18. Content compliance

Vendor does not take responsibility for legal compliance of contents, proofreading, and sketches even if these are produced by Marzek Packaging Llc, or by Marzek Flexilog Llc.  This especially applies to copyright, competition law, regional, national and international (distinction) regulations that are in force in Austria and in other countries regarding the product. Customer's reservations, limitations and notes cannot be considered effective especially for the approval of the imprimatur.
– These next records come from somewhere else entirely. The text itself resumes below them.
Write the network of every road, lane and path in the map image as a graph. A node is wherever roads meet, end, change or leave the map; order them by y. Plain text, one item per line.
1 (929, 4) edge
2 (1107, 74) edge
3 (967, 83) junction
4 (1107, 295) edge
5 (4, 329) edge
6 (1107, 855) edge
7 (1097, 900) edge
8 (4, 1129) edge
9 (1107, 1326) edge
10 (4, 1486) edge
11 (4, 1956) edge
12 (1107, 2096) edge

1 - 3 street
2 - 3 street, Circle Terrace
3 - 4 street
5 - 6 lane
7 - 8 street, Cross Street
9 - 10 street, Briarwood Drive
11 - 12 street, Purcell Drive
19. Customer's compensation claim

Customer's compensation claim is void particularly in case of default, the fulfilment becoming unfeasible, positive breach of contract, mistake made at contracting, or when such actions take place which are not allowed unless these occur intentionally or due to gross negligence. Compensation is excluded in all cases for successive damages due to a fault, for other successive damages, for lost profit, for claims from third parties.  Vendor and frontloaders or suppliers' responsibility is also excluded for a faulty product in relation to financial damage caused to a contractor. Customer is obliged to inform clients about this liability disclaimer. If compensation claim is filed on a product liability basis against Customer, Customer waives the assertion of the counter claim right.
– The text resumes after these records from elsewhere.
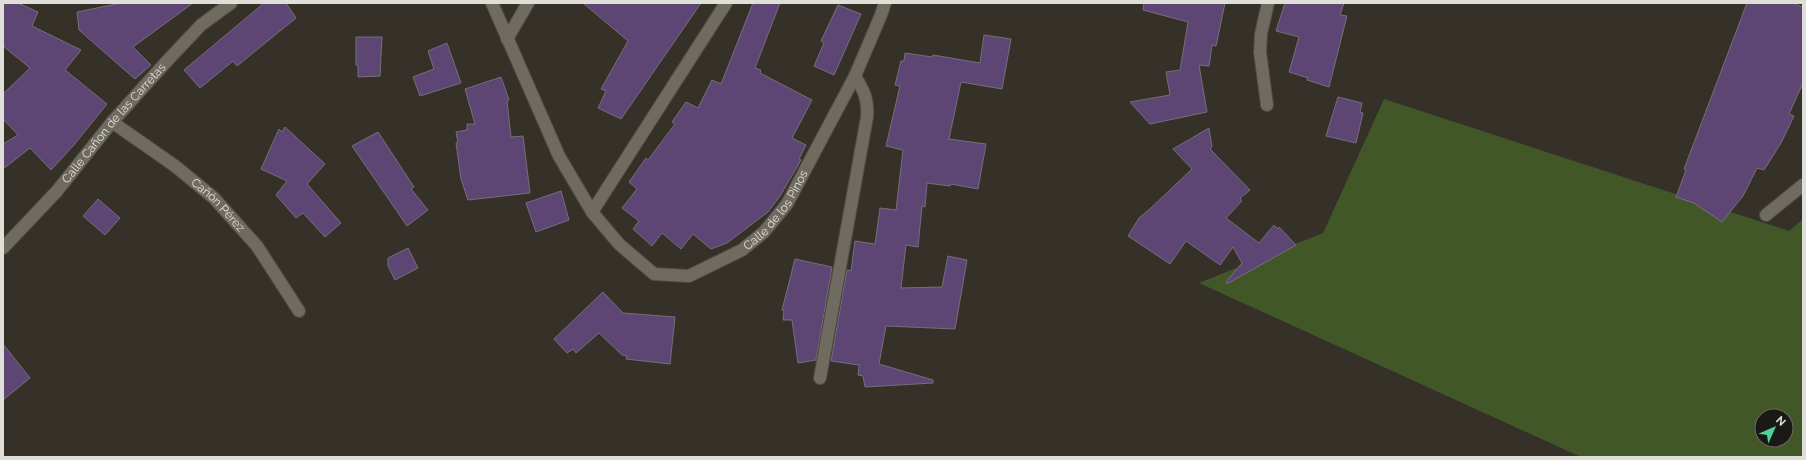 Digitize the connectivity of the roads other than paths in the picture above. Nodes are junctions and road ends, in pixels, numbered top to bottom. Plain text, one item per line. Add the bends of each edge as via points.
1 (230, 3) edge
2 (492, 3) edge
3 (528, 3) edge
4 (726, 3) edge
5 (885, 3) edge
6 (1268, 3) edge
7 (507, 39) junction
8 (855, 76) junction
9 (1267, 105) dead end
10 (112, 122) junction
11 (1803, 185) edge
12 (592, 212) junction
13 (1766, 215) dead end
14 (3, 248) edge
15 (299, 311) dead end
16 (820, 378) dead end

1 - 10 street, Calle Cañon de las Carretas via 201,25
2 - 7 street, Calle de los Pinos
3 - 7 street
4 - 12 street
5 - 8 street, Calle de los Pinos
6 - 9 street via 1260,34
7 - 12 street, Calle de los Pinos via 559,156
8 - 12 street, Calle de los Pinos via 786,204 764,232 742,250 689,276 654,274 619,244
8 - 16 street via 865,94 866,117
10 - 14 street, Calle Cañon de las Carretas via 57,191
10 - 15 street, Cañón Pérez via 175,166 214,198 257,246
11 - 13 street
20. Reference identification

Customer gives consent for Vendor to use Customer's business relations, or the products manufactured for Customer as reference for advertising purposes and to publish them.

21. Agreements

Solely the present delivery and payment terms apply - unless otherwise agreed in writing – to all business transactions between Customer and Vendor.  Customer accepts the present delivery and payment terms by placing the order. Customer's business terms that differ from Vendor's or from the permissive legislation are only valid if they are specifically accepted in writing. The above is valid for all future business transactions, and also within the frame of the ongoing business relations. Vendor's silence regarding the business terms sent by Customer can never be considered as given consent even if specific objections will never be made against it in the future. In accordance with the consumer protection law, present terms only apply to consumers if those are not contradictory with the mentioned law. Agreements differing from or supplementing the present delivery and payment terms can only be made in writing. If any regulations of the present delivery and payment terms become void, it does not affect the validity of the remaining regulations and of the contracts based on them.  The void regulation shall be replaced with such valid regulation that stands closest to the meaning and aim of the void regulation.

22. Data protection

Vendor is entitled to store, forward, change and delete customer's personal data during the business transactions.
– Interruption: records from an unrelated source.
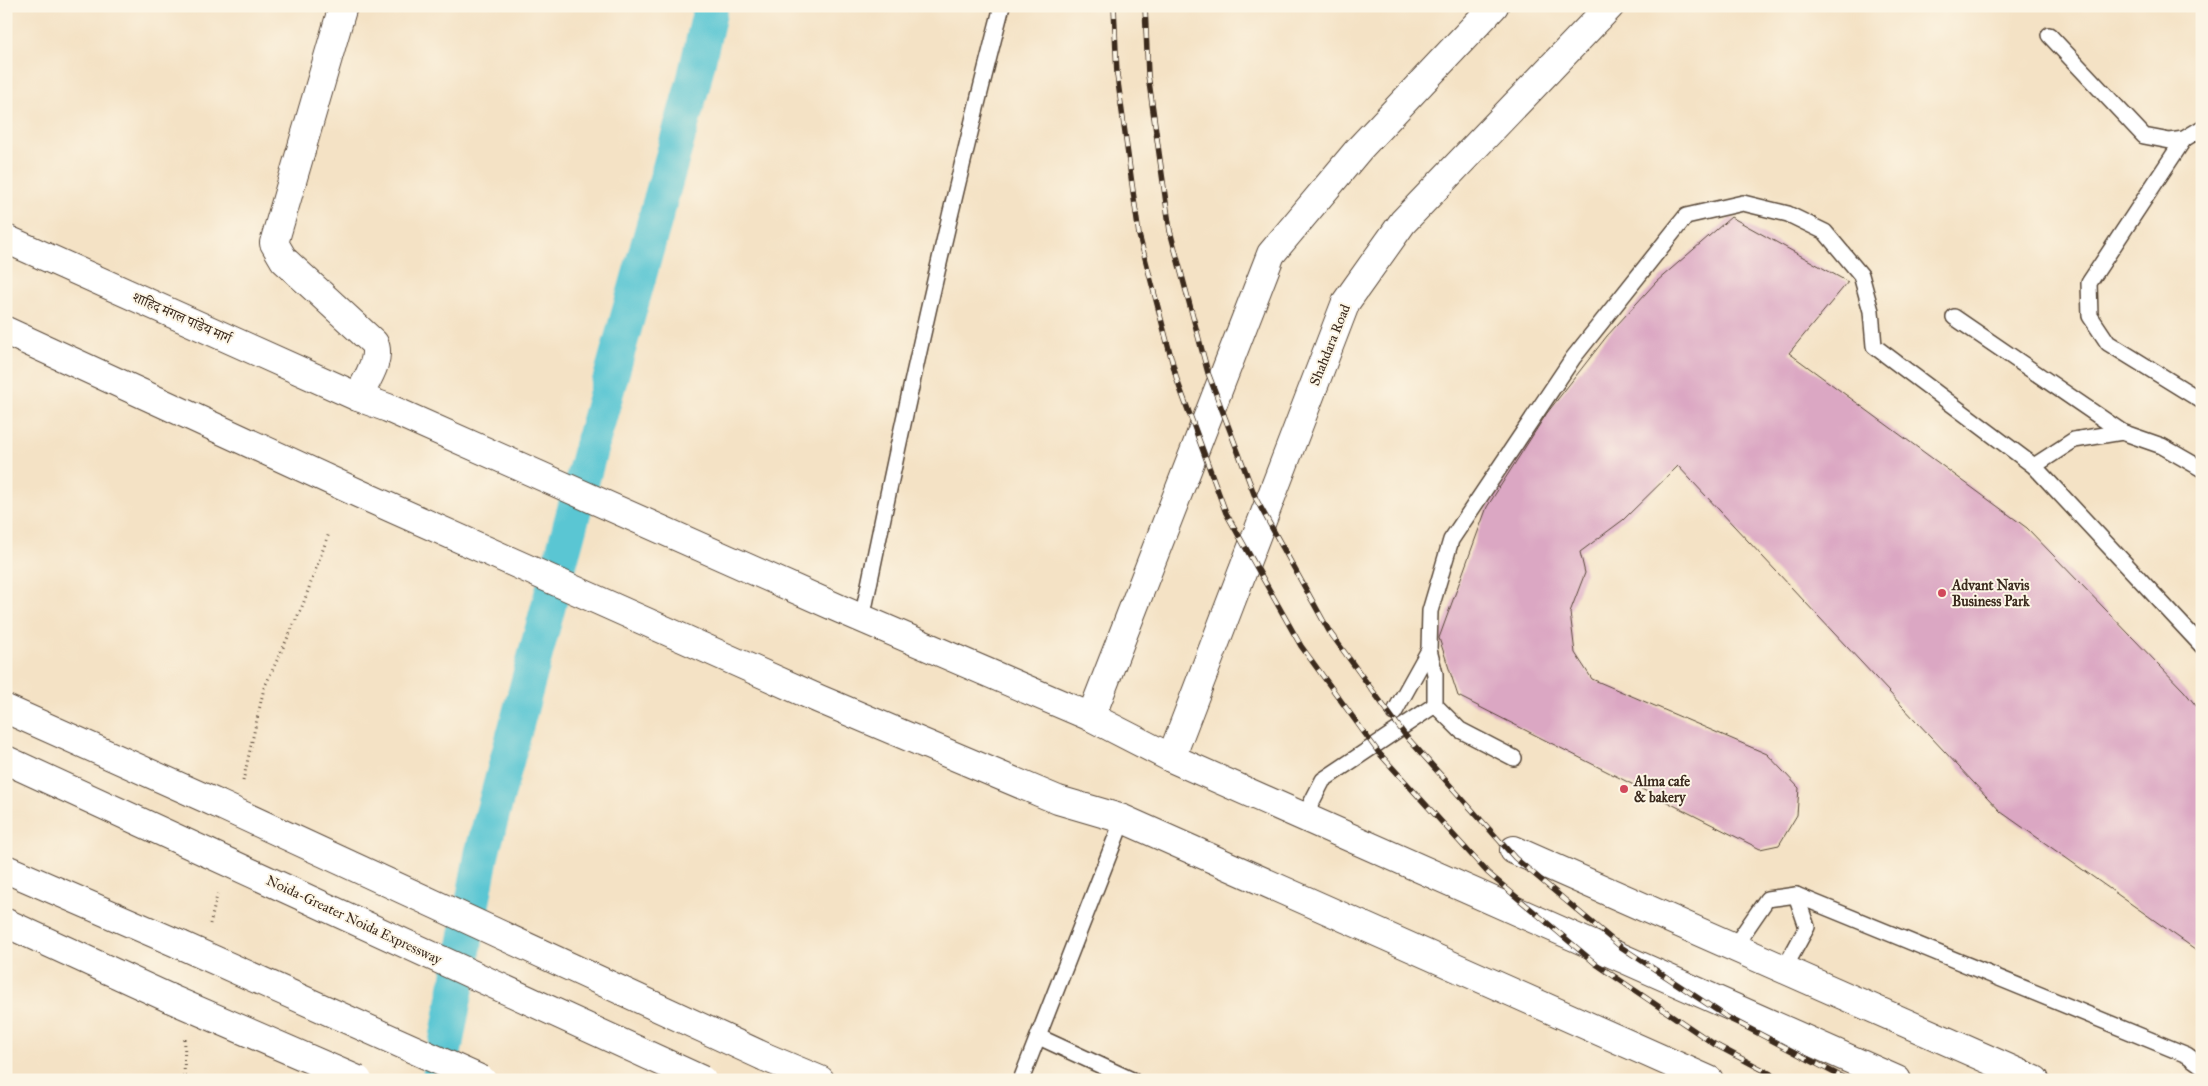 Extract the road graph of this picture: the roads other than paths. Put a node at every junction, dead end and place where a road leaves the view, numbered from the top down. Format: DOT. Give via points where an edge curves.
graph roads {
  1 [pos="342,6"];
  2 [pos="1002,6"];
  3 [pos="1494,6"];
  4 [pos="1610,6"];
  5 [pos="2049,35"];
  6 [pos="2202,128"];
  7 [pos="2184,139"];
  8 [pos="6,239"];
  9 [pos="1954,317"];
  10 [pos="6,331"];
  11 [pos="358,397"];
  12 [pos="2202,401"];
  13 [pos="2122,432"];
  14 [pos="2034,466"];
  15 [pos="2202,469"];
  16 [pos="851,614"];
  17 [pos="2202,646"];
  18 [pos="1429,650"];
  19 [pos="1435,705"];
  20 [pos="6,709"];
  21 [pos="1394,713"];
  22 [pos="1091,716"];
  23 [pos="1171,758"];
  24 [pos="1514,758"];
  25 [pos="6,760"];
  26 [pos="1304,817"];
  27 [pos="1123,819"];
  28 [pos="1514,850"];
  29 [pos="6,869"];
  30 [pos="1796,895"];
  31 [pos="6,923"];
  32 [pos="1734,947"];
  33 [pos="1784,969"];
  34 [pos="1039,1036"];
  35 [pos="2202,1066"];
  36 [pos="358,1080"];
  37 [pos="482,1080"];
  38 [pos="702,1080"];
  39 [pos="820,1080"];
  40 [pos="1020,1080"];
  41 [pos="1132,1080"];
  42 [pos="1709,1080"];
  43 [pos="1897,1080"];
  44 [pos="2035,1080"];
  1 -- 11 [label="main road" via="274,243 284,260 374,342 377,350 374,362"];
  2 -- 16 [label="lane" via="969,132 902,422"];
  3 -- 22 [label="main road" via="1360,149 1272,254"];
  4 -- 23 [label="main road, Shahdara Road" via="1403,222 1346,302"];
  5 -- 7 [label="lane" via="2144,136 2170,141"];
  6 -- 7 [label="lane"];
  7 -- 12 [label="lane" via="2089,283 2088,299 2090,316 2108,342"];
  8 -- 11 [label="main road, शाहिद मंगल पांडेय मार्ग"];
  9 -- 13 [label="lane"];
  10 -- 27 [label="main road" via="360,494 819,699 1058,800"];
  11 -- 16 [label="main road, शाहिद मंगल पांडेय मार्ग"];
  13 -- 14 [label="lane" via="2074,440"];
  13 -- 15 [label="lane" via="2162,446"];
  14 -- 17 [label="lane"];
  14 -- 18 [label="lane" via="1874,346 1871,311 1862,275 1825,232 1788,214 1743,203 1686,216 1573,358 1451,540 1430,611"];
  16 -- 22 [label="main road, शाहिद मंगल पांडेय मार्ग"];
  18 -- 19 [label="lane" via="1435,674"];
  18 -- 21 [label="lane"];
  19 -- 24 [label="lane" via="1460,730"];
  19 -- 26 [label="lane" via="1323,780"];
  20 -- 39 [label="main road, bridge"];
  22 -- 23 [label="main road, शाहिद मंगल पांडेय मार्ग"];
  23 -- 26 [label="main road, शाहिद मंगल पांडेय मार्ग"];
  25 -- 38 [label="main road, Noida-Greater Noida Expressway, bridge"];
  26 -- 43 [label="main road, शाहिद मंगल पांडेय मार्ग"];
  27 -- 34 [label="lane"];
  27 -- 42 [label="main road"];
  28 -- 32 [label="main road"];
  29 -- 37 [label="main road, bridge"];
  30 -- 32 [label="lane" via="1767,898"];
  30 -- 33 [label="lane" via="1807,927"];
  30 -- 35 [label="lane" via="2187,1056"];
  31 -- 36 [label="main road, bridge"];
  32 -- 33 [label="main road"];
  33 -- 44 [label="main road"];
  34 -- 40 [label="lane"];
  34 -- 41 [label="lane"];
}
23. Place of performance, court jurisdiction

Place of performance is Vendor's plant in Bekescsaba. The court of competent jurisdiction is in Bekescsaba. In case of export deals aimed at countries acknowledging the international court of arbitration the court of competent jurisdiction is the Permanent Court of Arbitration operating by the Hungarian Chamber of Commerce and Industry. Vendor has the right to appeal to the competent court at Vendor's seat in Bekescsaba or to the competent court at customer's seat.

24. Applicable law

In relation to the legal relation with Customer, the Vienna Convention on international trade contracts of goods and the complementing Hungarian law is authoritative.